Support Questions
Find answers, ask questions, and share your expertise

how to increase flume file size in hdfs?

New Contributor



Im trying to get my flume to make bigger data when putting twitter data to hdfs. currently there are a lot of 1mb files, but i want less 64mb.

this is my configuration:

TwitterAgent.sources = twitter
TwitterAgent.channels = memoryChannel
TwitterAgent.sinks = HDFS
TwitterAgent.sources.twitter.type = org.apache.flume.source.twitter.TwitterSource
TwitterAgent.sources.twitter.consumerKey = x
TwitterAgent.sources.twitter.consumerSecret = x
TwitterAgent.sources.twitter.accessToken =  x-x
TwitterAgent.sources.twitter.accessTokenSecret = x
TwitterAgent.sources.twitter.keywords = wm2014
TwitterAgent.sources.twitter.maxBatchDurationMillis = 200 
TwitterAgent.sources.twitter.channels = memoryChannel
TwitterAgent.channels.memoryChannel.type = memory
TwitterAgent.channels.memoryChannel.capacity = 10000
TwitterAgent.channels.memoryChannel.transactionCapacity = 10000
TwitterAgent.sinks.HDFS.type = hdfs = memoryChannel
TwitterAgent.sinks.HDFS.hdfs.path = hdfs://localhost:8020/user/flume/tweets/
TwitterAgent.sinks.HDFS.hdfs.fileType = DataStream
TwitterAgent.sinks.HDFS.hdfs.writeFormat = Text
TwitterAgent.sinks.HDFS.hdfs.batchSize = 10
TwitterAgent.sinks.HDFS.hdfs.rollSize = 66584576
TwitterAgent.sinks.HDFS.hdfs.rollCount = 0
TwitterAgent.sinks.HDFS.hdfs.useLocalTimeStamp = true
and why does the keywords line not work? im getting all tweets, not just the keyworded..
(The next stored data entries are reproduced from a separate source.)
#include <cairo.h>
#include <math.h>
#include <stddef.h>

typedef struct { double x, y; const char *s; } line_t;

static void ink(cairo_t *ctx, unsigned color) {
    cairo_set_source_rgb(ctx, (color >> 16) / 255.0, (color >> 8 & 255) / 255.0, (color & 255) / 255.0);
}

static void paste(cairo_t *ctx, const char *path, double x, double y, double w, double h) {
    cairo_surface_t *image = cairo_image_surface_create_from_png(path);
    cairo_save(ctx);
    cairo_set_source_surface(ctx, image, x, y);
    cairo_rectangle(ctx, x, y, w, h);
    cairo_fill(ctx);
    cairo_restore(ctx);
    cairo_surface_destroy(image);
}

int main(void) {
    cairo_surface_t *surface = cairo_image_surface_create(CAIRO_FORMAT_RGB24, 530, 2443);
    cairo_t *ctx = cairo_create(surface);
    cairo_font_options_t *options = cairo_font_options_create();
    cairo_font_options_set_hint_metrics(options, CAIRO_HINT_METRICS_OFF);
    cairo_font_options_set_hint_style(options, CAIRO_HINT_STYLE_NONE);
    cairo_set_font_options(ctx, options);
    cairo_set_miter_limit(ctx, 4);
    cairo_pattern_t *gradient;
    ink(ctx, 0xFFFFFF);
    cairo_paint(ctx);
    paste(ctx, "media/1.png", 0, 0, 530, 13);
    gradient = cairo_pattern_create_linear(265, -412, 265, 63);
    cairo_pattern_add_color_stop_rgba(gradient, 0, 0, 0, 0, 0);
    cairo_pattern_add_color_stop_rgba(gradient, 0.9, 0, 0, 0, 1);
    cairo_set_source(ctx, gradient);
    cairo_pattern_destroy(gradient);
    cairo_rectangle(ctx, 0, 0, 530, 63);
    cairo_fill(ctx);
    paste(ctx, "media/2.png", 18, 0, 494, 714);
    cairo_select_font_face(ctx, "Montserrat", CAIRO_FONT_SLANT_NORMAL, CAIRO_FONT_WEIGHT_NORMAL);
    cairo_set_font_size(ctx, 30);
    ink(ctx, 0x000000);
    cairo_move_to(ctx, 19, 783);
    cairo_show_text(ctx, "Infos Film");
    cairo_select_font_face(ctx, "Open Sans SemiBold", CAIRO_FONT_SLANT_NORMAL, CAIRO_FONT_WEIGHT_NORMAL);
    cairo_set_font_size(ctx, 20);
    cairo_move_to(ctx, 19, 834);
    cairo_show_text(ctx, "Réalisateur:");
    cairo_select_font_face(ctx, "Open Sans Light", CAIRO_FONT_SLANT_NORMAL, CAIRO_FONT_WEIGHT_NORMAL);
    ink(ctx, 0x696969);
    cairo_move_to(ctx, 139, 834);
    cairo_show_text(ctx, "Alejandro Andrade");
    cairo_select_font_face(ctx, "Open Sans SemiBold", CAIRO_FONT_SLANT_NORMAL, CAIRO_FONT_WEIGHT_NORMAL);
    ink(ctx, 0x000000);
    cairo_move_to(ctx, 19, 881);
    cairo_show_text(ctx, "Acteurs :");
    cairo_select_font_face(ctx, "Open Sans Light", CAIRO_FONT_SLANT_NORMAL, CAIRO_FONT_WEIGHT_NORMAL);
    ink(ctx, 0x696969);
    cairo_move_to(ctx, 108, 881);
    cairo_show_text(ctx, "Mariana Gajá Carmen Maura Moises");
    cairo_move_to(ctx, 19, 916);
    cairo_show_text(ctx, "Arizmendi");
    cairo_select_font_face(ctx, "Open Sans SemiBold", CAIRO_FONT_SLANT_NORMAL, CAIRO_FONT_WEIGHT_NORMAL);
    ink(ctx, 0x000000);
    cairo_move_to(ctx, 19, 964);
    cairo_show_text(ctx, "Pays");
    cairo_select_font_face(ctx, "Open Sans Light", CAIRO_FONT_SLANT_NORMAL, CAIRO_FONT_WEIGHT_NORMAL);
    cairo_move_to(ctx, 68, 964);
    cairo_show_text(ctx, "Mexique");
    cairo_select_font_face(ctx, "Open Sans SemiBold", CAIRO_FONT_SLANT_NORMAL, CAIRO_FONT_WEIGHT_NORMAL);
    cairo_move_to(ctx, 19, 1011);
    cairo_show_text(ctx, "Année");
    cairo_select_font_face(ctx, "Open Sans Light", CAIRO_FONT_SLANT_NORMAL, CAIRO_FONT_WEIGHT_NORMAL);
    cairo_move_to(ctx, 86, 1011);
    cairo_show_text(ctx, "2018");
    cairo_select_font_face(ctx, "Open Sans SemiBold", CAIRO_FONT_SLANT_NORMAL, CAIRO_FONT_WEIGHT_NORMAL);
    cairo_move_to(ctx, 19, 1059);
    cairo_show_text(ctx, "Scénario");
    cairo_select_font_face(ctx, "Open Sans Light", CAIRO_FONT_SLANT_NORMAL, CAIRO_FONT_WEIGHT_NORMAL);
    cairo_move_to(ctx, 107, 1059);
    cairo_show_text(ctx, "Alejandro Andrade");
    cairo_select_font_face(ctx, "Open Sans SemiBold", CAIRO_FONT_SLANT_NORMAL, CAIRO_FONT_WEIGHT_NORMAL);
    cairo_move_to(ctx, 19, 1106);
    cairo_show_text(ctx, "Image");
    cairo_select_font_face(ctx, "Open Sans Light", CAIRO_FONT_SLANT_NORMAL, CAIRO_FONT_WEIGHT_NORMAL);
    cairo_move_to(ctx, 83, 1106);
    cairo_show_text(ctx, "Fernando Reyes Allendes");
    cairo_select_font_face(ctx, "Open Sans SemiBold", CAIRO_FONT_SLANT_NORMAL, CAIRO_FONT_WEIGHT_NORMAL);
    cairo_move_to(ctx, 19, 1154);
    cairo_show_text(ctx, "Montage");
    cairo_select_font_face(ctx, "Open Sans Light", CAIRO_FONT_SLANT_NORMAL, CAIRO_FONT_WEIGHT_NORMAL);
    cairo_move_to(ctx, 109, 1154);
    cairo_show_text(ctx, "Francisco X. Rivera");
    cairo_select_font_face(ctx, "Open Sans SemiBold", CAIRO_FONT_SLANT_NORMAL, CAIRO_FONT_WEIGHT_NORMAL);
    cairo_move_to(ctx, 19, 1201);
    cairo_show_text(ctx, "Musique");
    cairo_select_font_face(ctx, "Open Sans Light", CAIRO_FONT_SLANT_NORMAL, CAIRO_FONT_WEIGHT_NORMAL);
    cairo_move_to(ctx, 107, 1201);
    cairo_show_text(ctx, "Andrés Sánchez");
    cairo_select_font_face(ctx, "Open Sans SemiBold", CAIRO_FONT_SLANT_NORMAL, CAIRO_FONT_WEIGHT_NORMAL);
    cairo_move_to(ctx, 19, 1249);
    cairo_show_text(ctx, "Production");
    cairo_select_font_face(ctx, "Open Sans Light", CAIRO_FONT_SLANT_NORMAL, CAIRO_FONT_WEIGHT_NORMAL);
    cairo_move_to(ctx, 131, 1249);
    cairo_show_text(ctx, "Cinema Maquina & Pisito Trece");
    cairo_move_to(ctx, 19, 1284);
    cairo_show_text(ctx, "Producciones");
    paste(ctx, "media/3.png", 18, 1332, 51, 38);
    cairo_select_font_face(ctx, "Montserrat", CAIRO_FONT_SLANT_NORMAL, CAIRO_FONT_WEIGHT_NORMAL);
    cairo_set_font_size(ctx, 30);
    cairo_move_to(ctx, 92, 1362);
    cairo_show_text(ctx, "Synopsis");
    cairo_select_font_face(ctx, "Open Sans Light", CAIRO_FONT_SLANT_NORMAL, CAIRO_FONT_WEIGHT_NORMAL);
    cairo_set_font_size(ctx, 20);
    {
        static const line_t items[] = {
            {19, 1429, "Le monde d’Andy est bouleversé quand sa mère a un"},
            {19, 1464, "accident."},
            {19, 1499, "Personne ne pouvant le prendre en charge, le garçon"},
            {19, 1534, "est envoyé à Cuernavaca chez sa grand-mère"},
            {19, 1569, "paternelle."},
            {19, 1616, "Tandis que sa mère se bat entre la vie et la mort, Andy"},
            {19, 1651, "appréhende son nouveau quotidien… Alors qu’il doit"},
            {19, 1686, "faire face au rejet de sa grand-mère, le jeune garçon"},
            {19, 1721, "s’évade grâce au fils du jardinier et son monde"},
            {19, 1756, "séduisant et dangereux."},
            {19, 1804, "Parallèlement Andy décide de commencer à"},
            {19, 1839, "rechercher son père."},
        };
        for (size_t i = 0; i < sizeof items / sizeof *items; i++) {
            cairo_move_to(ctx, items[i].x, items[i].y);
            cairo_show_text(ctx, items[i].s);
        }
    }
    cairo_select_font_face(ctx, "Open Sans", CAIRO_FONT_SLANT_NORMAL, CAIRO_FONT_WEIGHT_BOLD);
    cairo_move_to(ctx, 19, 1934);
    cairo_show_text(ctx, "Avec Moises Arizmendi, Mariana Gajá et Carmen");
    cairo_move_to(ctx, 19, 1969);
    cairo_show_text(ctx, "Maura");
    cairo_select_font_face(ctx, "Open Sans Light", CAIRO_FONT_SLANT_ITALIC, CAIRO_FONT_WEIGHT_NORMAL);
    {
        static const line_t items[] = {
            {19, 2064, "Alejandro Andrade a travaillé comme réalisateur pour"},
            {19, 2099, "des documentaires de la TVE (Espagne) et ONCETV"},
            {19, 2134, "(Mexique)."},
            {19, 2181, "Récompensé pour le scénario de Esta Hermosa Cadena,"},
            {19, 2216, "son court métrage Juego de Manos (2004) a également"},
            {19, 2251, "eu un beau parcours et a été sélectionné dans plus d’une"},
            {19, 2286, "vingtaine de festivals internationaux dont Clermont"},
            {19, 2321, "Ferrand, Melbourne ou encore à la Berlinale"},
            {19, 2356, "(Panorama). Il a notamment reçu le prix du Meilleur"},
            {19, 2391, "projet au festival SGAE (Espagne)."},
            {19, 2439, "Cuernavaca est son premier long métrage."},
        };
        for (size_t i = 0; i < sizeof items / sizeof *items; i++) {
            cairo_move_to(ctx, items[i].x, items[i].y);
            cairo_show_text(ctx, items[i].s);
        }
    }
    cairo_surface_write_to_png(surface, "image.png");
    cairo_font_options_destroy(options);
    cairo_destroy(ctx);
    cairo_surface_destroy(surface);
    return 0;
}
Re: how to increase flume file size in hdfs?


Try this:


delete: TwitterAgent.sources.twitter.maxBatchDurationMillis = 200 


and put: TwitterAgent.sinks.HDFS.hdfs.batchSize = 64000


The duration is the time given to write to the hdfs, so 200 milli is too short, just don't put restriction on it.


Lefevre Kevin